We’ve covered the complete ROSNode interface:

Part 1: Basic Structure

  • Simple echo and velocity scaling nodes

  • Understanding callback signature and return format

Part 2: Stateful Callbacks

  • Using closures for internal state

  • Integrators and controllers with memory

Part 3: Multi-Rate Fusion

  • Staleness policies: zero, hold, drop

  • Handling sensors with different update rates

Part 4: Error Handling

  • Required topics for safety

  • Custom error callbacks for graceful degradation

Part 5: Diagnostics

  • Performance tracking (counts, rates, latency)

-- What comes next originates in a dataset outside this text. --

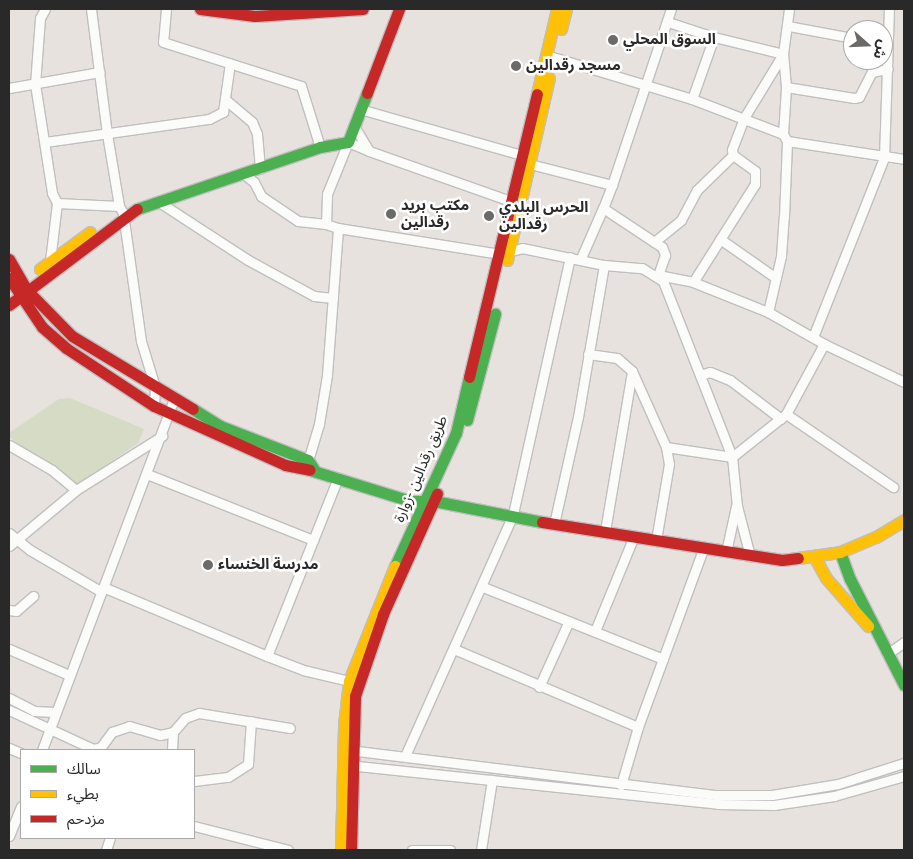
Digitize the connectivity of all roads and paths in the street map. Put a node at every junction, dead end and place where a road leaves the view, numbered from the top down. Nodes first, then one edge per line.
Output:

  • Heartbeat monitoring for sensor health

Part 6: Node Lifecycle

  • create_node(), start(), stop()

  • Running multiple nodes

Part 7: DynamicalSystem Integration

  • Wrapping control algorithms as ROS nodes

  • Kalman filter deployment example

Next Steps

In the following tutorials, we’ll:

  1. Deploy the TurtleBot state estimation system as ROS nodes

  2. Deploy the Crazyflie sensor fusion system as ROS nodes

  3. Integrate with Gazebo simulation

  4. Visualize node graphs with rqt_graph

This will demonstrate how the DynamicalSystem architecture maps directly to the ROS node architecture!